Dennoch wird sich das Unternehmen unter neuer Gesellschafterverantwortung auf seine medizinischen, pflegerischen und logistischen Stärken konzentrieren und seine Marktstellung deutlich behaupten können. Daran ändert auch die notwendige Anpassung nichts, die wir aus Gründen der Marktchancen und der Entwicklungsperspektiven aller Hamburger Häuser vertraglich geplant haben. Sie wissen, in der Drucksache steht, 60 bis 80 Millionen Euro Umsatz, darunter ein Haus, würden in den nächsten zwei bis drei Jahren an den Markt gebracht. Dies bedeutet konkret, dass wir unsere Regierungsvereinbarung für diese Legislaturperiode konsequent umsetzen und für den klinischen Wettbewerb am Standort Hamburg faire Rahmenbedingungen setzen, die zugleich dem neuen Unternehmen, nämlich der Betriebsgesellschaft, eine nochmalige Kapitalzufuhr aus dem Verkauf dieses Umsatzes ermöglichen. Diese nochmalige
Kapitalzufuhr kommt dem Unternehmen und seinen Beschäftigten zugute. Sie stärkt die Eigenverantwortung und fördert die Möglichkeit, Investitionen aus Eigenmitteln zu tätigen. Hierin liegt ein weiteres Element der deutlichen Zukunftsorientierung, die mit der Teilprivatisierung verbunden ist.
Meine Damen und Herren, die Stärkung des Medizinstandortes Hamburg kommt allen Interessengruppen zugute, denn die Patientinnen und Patienten erhalten eine medizinische Versorgung auf hohem Niveau mit einer im DRG-Zeitalter unverzichtbaren Struktur im Umfeld der Kliniken, insbesondere bei der Vernetzung mit den notwendigen komplementären Einrichtungen.

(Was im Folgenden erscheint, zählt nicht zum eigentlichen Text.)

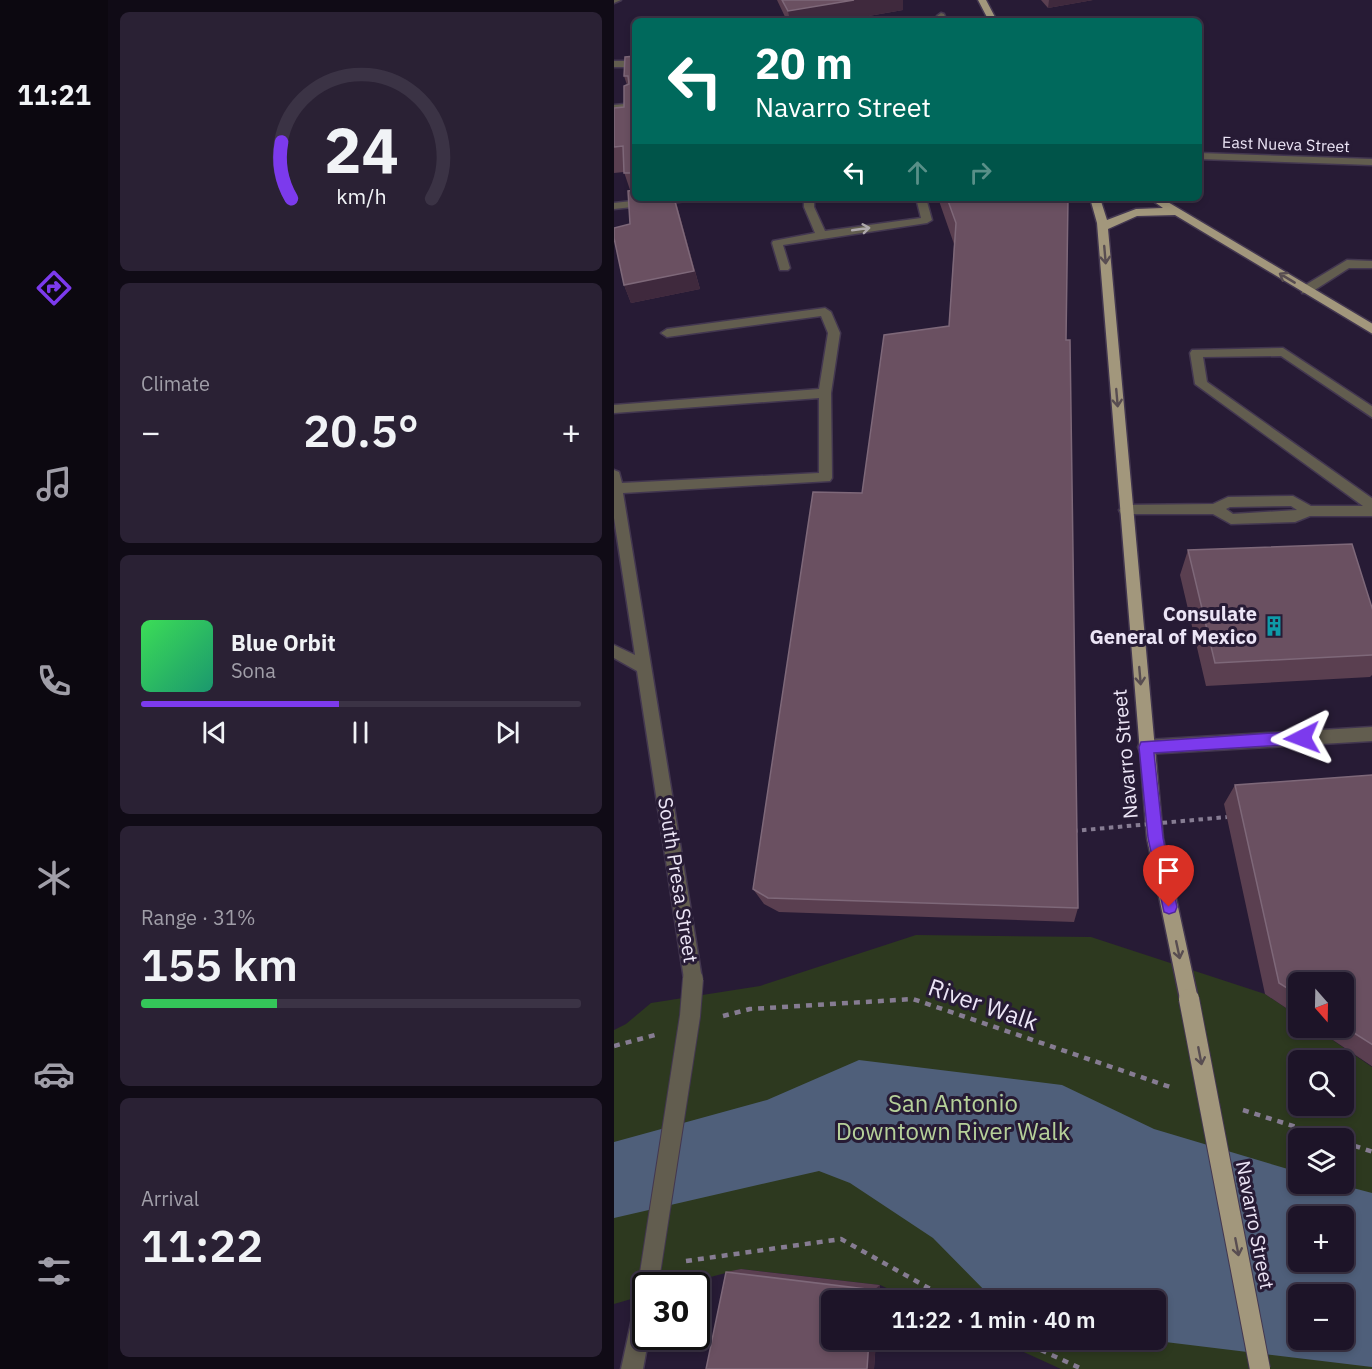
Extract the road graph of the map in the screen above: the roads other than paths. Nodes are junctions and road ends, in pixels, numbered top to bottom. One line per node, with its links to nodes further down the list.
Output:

Mit neu entstehenden Versorgungsketten und integrierter Versorgung durch direkte Ziel- und Leistungsvereinbarungen zwischen Klinik und Krankenkasse bringt Asklepios zusätzlich sehr wertvolle Erfahrungen auch aus der internationalen Geschäftstätigkeit ein, die unsere Patientenversorgung hier in Hamburg nachhaltig positiv beeinflussen werden.

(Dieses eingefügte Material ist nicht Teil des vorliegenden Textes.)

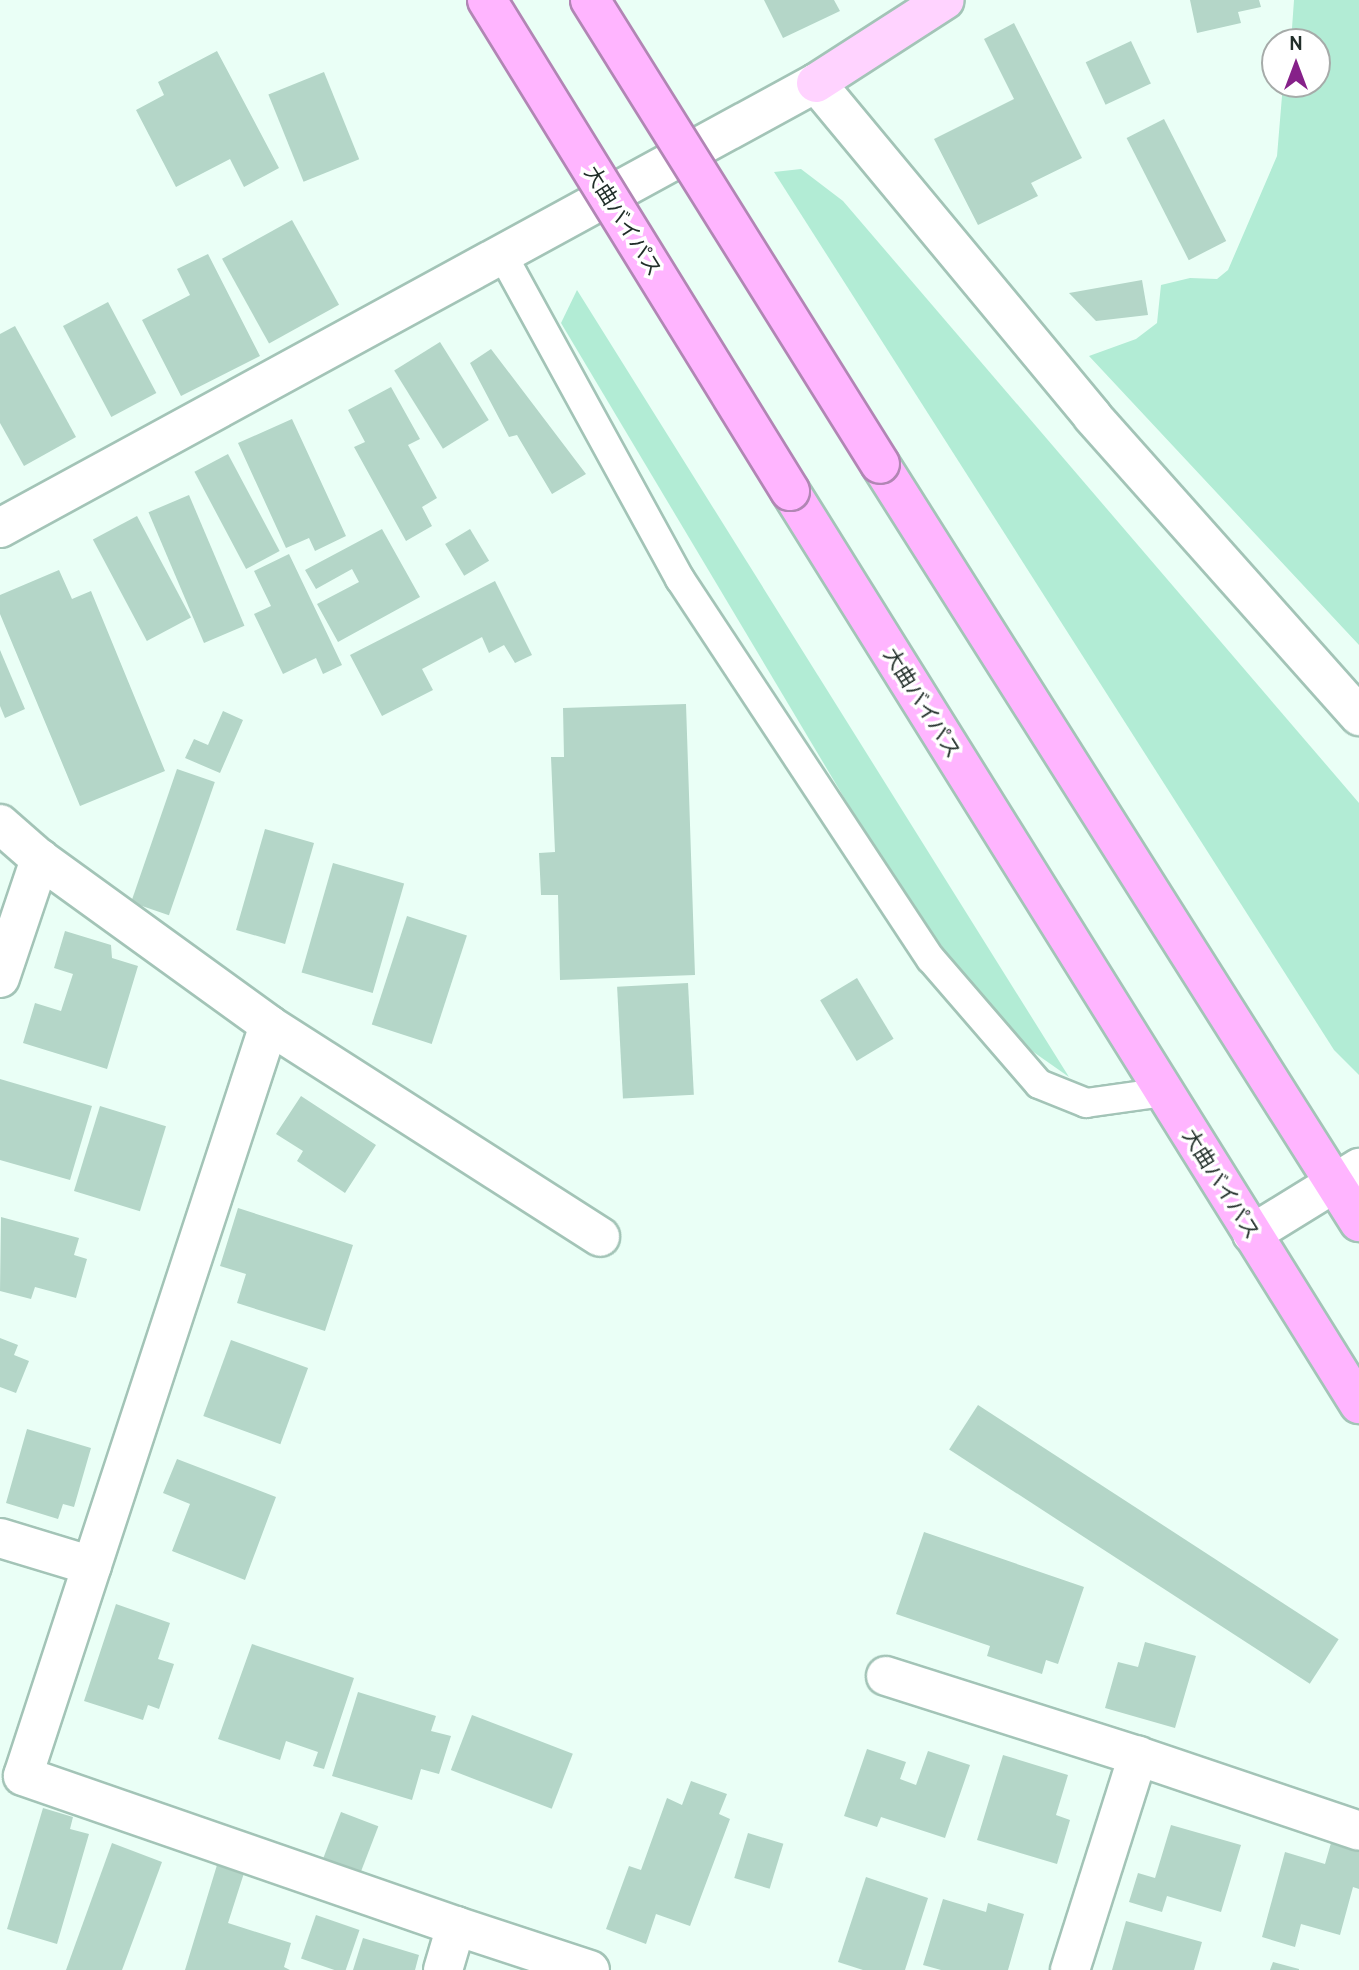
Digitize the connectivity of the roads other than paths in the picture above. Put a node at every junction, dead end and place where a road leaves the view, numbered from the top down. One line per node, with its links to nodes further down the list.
1 (487, 0): 12 (highway, 大曲バイパス, bridge)
2 (590, 0): 13 (highway, bridge)
3 (945, 0): 4 (main road)
4 (816, 83): 5 (street); 7 (street)
5 (502, 254): 6 (street); 12 (lane)
6 (0, 528)
7 (1359, 716)
8 (0, 824): 9 (street)
9 (40, 859): 10 (street); 11 (street)
10 (0, 978)
11 (269, 1025): 16 (street); 19 (street)
12 (1164, 1092): 15 (highway, 大曲バイパス)
13 (1346, 1175): 14 (highway); 15 (street)
14 (1359, 1222)
15 (1252, 1234): 17 (highway, 大曲バイパス)
16 (600, 1237)
17 (1359, 1404)
18 (0, 1538): 19 (street)
19 (92, 1566): 23 (street)
20 (886, 1676): 21 (street)
21 (1138, 1756): 22 (street); 26 (street)
22 (1359, 1831)
23 (456, 1926): 24 (street); 25 (street)
24 (443, 1970)
25 (590, 1970)
26 (1070, 1970)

Meine Damen und Herren, auch die Beschäftigten werden von diesen Prozessen auf vielfältige Weise profitieren. Natürlich – auch das spreche ich offen an – ist die bei 8 200 LBK-Beschäftigten vorhandene Rückkehrberechtigung zur Stadt eine spezifisch hamburgische Komponente, die wir von vorneherein bei allen Überlegungen sehr deutlich berücksichtigt haben. Ich bin bei diesem Punkt auch sehr offen. Nicht zuletzt dieses Rückkehrrecht ist für uns als Stadt ein ganz deutlicher Ansporn gewesen, mit einem strategischen Partner zusammenzukommen, mit dem wir aufgrund von Erfahrungswerten zuversichtlich sein könnten, dass die vorhandenen Mitarbeiterpotenziale und die Mitarbeiter-Eigenverantwortung in allen konzeptionellen Planungen sehr deutlich in den Vordergrund gestellt würden. Asklepios hat aus eigenem Anspruch heraus einen selbst auferlegten unternehmerischen Ehrgeiz, den Beschäftigten attraktive Arbeitsplätze zu bieten und hier auch in Zeiten der DRG-bedingten Umbruchsituation und der strukturellen Veränderung als verlässlicher Partner aufzutreten.